This approach makes us perk up, not only because we’re surprised that a mother would talk about her baby this way, but because we’re engaged by her irreverence. One way to practice this angle is to write about something you hate as if you love it, or vice versa.
Another of my students, Marsh Rose, used a similar approach to write a piece about having a falling-apart rental and an indifferent landlord. We would expect a tone of complaint (and of course we don’t want to hear it, do we?), but instead of that predictably angry voice, she adopted a tone of yearning, akin to one you might use for an adored but elusive lover. This enabled her to get her point across while delighting the reader along the way:
I would like to introduce myself to you. In fact, I often sit in this dim living room—cross-legged on the floor furnace, praying for warmth—and imagine what that might be like … to introduce myself to you. I see myself racing into the street, flinging myself at your noisy green Camaro as you drive by with your gaze averted, and shouting out. “Landlady!” I would cry, “Landlady!”

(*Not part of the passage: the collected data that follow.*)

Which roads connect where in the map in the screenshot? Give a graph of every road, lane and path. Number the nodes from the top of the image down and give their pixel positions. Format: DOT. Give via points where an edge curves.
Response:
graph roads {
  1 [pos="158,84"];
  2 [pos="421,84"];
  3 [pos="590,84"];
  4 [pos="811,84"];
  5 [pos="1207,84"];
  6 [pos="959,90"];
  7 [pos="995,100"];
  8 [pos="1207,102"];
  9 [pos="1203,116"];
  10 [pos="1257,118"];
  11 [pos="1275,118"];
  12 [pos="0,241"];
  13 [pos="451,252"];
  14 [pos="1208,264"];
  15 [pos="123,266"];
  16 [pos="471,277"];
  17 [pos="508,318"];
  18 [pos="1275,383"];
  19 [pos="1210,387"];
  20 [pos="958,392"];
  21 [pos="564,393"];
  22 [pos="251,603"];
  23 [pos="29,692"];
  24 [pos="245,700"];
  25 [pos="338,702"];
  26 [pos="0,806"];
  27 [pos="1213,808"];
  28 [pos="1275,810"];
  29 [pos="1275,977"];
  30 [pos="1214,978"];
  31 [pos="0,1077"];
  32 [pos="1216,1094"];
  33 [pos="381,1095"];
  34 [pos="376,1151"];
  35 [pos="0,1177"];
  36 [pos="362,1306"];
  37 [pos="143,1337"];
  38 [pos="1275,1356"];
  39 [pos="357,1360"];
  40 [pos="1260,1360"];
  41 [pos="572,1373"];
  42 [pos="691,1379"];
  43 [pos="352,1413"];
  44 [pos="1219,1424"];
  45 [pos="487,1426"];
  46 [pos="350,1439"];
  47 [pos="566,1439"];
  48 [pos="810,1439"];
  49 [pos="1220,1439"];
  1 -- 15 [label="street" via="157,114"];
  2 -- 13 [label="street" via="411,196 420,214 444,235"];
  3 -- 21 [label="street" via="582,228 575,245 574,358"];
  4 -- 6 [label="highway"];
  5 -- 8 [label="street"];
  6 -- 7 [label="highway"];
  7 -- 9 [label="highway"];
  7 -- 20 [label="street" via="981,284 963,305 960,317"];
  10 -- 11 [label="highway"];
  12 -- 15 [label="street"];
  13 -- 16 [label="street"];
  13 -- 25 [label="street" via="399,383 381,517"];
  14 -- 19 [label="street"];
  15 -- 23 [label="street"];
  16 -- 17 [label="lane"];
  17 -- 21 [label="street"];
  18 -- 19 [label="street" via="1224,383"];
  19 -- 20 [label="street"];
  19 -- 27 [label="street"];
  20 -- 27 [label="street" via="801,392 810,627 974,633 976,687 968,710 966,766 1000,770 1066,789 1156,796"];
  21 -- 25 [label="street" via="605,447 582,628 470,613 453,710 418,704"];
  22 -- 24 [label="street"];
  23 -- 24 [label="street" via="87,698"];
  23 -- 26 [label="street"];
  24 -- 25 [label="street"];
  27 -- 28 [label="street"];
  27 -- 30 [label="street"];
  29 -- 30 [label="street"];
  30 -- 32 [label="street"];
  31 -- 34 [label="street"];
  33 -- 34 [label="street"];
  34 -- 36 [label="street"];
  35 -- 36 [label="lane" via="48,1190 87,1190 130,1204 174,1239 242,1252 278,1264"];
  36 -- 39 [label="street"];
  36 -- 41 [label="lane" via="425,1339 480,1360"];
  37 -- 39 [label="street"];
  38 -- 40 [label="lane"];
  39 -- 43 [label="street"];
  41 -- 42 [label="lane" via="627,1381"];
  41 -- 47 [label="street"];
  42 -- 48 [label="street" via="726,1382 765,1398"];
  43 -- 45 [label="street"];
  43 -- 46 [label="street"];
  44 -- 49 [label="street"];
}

The best way to get into print quickly is to hitchhike on the news of the day. Every editor wants to run pieces that are current. The governor of South Carolina is on the Appalachian Trail, and you walked it once yourself. Swine flu is coming back? Here’s the chance to send editors that essay on your near-death experience from a mysterious illness, or your formative years on a pig farm.
When Joe McGinniss’ book on Senator Edward Kennedy caught flak for putting thoughts in the senator’s head, an enterprising writer for American Way magazine wrote a piece in which he invented the thoughts of other famous figures, such as this imagined interior monologue of George Washington crossing the Delaware: “I can’t believe this. I’m their leader. I should definitely have a seat.” Add a topical angle to your piece, and you might be amazed at how quickly it makes its way through the submission pile and into print.